Social Security reform: truth or trash?

It’d be great if our president would level with the people during his annual address. Then, instead of calling him on his lies and half-truths, columnists could write something fun for, you know, Valentine’s Day.

But no. Bush says Social Security’s going bankrupt. He touts costly plans to dismantle the program as we know it—jeopardizing our retirements and plunging our nation deeper in debt. Here are the facts, most coming from the Social Security Administration’s own status report,

Bush said: “Thirteen years from now, in 2018, Social Security will be paying out more than it takes in.”

Truth: The fact that Baby Boomers would eventually retire wasn’t lost on anyone. That’s why, since tweaking Social Security in 1977 and 1983, feds have been packing money into a Social Security “slush” fund. This reserve fund, money over and above what’s coming into Social Security, is juicy. As Boomers hang up their hats, we’ll tap into this cash stash, causing reserve fund deficits as early as 2010. No surprise. Nothing to panic about.

“By the year 2042, the entire system would be exhausted and bankrupt.”

Trash: The reserve fund could run out as early as 2042. Boomers will be in their 90s by then. Social Security will hum along as usual until 2078.

“If steps are not taken to avert that outcome, the only solutions would be dramatically higher taxes, massive new borrowing or sudden and severe cuts in Social Security benefits.”

Trash: Yes, an increase in payroll taxes or a reduction in benefits or some combination of both would keep Social Security solvent beyond 2078. But that’s not the only solution.

Sample many reform options at the Social Security Game, On my first try, I saved Social Security by phasing in a higher retirement age—she who lives longer should work longer—and by reducing benefits for wealthy folks who don’t need them. Boo-ya.

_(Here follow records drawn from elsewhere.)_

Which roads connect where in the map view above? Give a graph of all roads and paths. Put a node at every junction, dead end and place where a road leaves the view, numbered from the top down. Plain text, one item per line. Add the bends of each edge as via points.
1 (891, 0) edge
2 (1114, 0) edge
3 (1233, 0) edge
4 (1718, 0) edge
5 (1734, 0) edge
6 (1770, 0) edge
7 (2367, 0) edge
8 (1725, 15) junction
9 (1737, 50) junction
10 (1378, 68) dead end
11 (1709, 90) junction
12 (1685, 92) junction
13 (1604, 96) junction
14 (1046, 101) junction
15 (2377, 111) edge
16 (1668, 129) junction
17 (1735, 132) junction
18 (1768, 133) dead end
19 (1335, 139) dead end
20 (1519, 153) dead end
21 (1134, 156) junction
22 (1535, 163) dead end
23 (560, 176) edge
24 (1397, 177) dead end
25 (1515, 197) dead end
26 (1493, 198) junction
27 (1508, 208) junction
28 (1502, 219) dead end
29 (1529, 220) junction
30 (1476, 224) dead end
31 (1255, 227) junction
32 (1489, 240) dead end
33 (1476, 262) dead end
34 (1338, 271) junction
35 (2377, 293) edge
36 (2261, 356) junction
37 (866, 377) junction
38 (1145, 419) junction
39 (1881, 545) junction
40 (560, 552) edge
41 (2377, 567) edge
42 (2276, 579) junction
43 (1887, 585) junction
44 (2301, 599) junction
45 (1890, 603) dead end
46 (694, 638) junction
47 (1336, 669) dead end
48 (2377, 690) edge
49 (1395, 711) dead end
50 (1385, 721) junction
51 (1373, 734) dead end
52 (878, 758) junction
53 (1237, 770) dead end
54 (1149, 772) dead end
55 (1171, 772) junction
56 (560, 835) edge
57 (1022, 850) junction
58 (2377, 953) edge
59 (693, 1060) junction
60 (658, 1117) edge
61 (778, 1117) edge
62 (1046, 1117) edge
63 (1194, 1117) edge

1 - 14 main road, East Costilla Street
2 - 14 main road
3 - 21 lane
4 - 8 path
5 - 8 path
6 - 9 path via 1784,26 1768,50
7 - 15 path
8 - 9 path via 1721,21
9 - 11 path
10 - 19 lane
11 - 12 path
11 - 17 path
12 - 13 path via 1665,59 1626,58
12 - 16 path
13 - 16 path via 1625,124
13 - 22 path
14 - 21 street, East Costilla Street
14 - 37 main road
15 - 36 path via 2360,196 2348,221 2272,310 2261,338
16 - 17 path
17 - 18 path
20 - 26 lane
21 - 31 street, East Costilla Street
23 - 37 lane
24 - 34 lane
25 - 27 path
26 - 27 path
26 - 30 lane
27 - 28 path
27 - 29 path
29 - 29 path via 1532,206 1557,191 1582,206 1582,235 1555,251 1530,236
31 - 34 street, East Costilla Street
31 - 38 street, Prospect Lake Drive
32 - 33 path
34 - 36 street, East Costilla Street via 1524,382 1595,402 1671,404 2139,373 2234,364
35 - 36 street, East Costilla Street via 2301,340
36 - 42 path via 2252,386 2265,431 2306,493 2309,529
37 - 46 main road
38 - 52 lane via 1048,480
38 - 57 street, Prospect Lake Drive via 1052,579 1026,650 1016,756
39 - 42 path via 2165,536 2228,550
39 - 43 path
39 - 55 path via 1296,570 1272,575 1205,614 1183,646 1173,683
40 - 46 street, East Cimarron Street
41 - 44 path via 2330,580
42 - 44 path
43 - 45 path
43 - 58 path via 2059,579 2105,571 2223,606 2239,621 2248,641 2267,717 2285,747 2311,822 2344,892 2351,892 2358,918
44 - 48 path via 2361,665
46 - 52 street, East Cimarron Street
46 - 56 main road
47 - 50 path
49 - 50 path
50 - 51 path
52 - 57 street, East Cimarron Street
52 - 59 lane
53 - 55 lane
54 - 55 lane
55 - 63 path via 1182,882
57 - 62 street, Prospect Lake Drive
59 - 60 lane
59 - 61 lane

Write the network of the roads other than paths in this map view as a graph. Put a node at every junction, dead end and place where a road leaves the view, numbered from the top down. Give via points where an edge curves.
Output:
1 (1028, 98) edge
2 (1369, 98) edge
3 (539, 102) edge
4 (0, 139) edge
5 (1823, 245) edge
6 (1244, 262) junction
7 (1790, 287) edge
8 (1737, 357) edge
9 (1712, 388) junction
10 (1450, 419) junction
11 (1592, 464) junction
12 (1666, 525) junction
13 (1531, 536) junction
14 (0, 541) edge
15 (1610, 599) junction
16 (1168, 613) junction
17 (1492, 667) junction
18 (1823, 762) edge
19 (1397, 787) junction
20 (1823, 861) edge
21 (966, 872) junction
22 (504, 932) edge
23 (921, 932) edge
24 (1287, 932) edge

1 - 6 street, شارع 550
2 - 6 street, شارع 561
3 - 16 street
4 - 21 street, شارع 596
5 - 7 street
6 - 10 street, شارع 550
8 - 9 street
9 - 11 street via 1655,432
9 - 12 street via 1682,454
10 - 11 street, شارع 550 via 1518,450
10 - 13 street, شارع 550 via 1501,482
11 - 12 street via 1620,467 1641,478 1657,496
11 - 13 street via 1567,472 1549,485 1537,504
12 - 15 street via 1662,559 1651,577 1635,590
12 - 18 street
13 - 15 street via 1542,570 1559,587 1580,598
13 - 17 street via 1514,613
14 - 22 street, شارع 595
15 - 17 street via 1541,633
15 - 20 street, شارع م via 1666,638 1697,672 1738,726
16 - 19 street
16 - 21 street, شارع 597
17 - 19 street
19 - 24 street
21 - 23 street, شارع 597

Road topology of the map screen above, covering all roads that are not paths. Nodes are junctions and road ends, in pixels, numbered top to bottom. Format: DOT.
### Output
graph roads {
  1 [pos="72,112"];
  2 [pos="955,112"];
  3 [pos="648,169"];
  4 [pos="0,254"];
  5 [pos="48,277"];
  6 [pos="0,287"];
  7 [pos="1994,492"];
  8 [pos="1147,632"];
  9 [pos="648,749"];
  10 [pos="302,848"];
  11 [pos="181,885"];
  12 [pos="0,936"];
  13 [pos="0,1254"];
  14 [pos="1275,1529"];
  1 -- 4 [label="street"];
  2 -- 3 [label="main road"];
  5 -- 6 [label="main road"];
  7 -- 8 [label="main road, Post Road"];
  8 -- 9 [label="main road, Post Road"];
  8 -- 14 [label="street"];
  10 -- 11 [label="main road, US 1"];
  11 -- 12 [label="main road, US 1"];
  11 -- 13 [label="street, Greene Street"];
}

Or how about having the wealthy pay the same percentage of their income in Social Security as the rest of us? Right now, those who make more than $90,000 a year don’t pay Social Security tax on anything more than the $90,000. If you’re a corporate exec pulling in a modest $300,000 a year, $210,000 of that money is exempt from Social Security deductions. How is that fair to the guy who makes $30,000 a year and is taxed on every penny?

“Your money will grow, over time, at a greater rate than anything the current system can deliver.”

Trash: Try telling this to Chilean worker Dagoberto Saez, 66, interviewed by The New York Times recently. Chile privatized its pension system in 1982, during the authoritarian regime of Gen. Augusto Pinochet. Saez signed on. After 24 years of contributing 10 percent of his pay to the private plan, his pension will pay out around $315 a month for 20 years. His coworkers, taxed the same amount under the old system, will retire with $700 a month for life. Workers who make less than Saez won’t pull in the minimum pension of $140 a month.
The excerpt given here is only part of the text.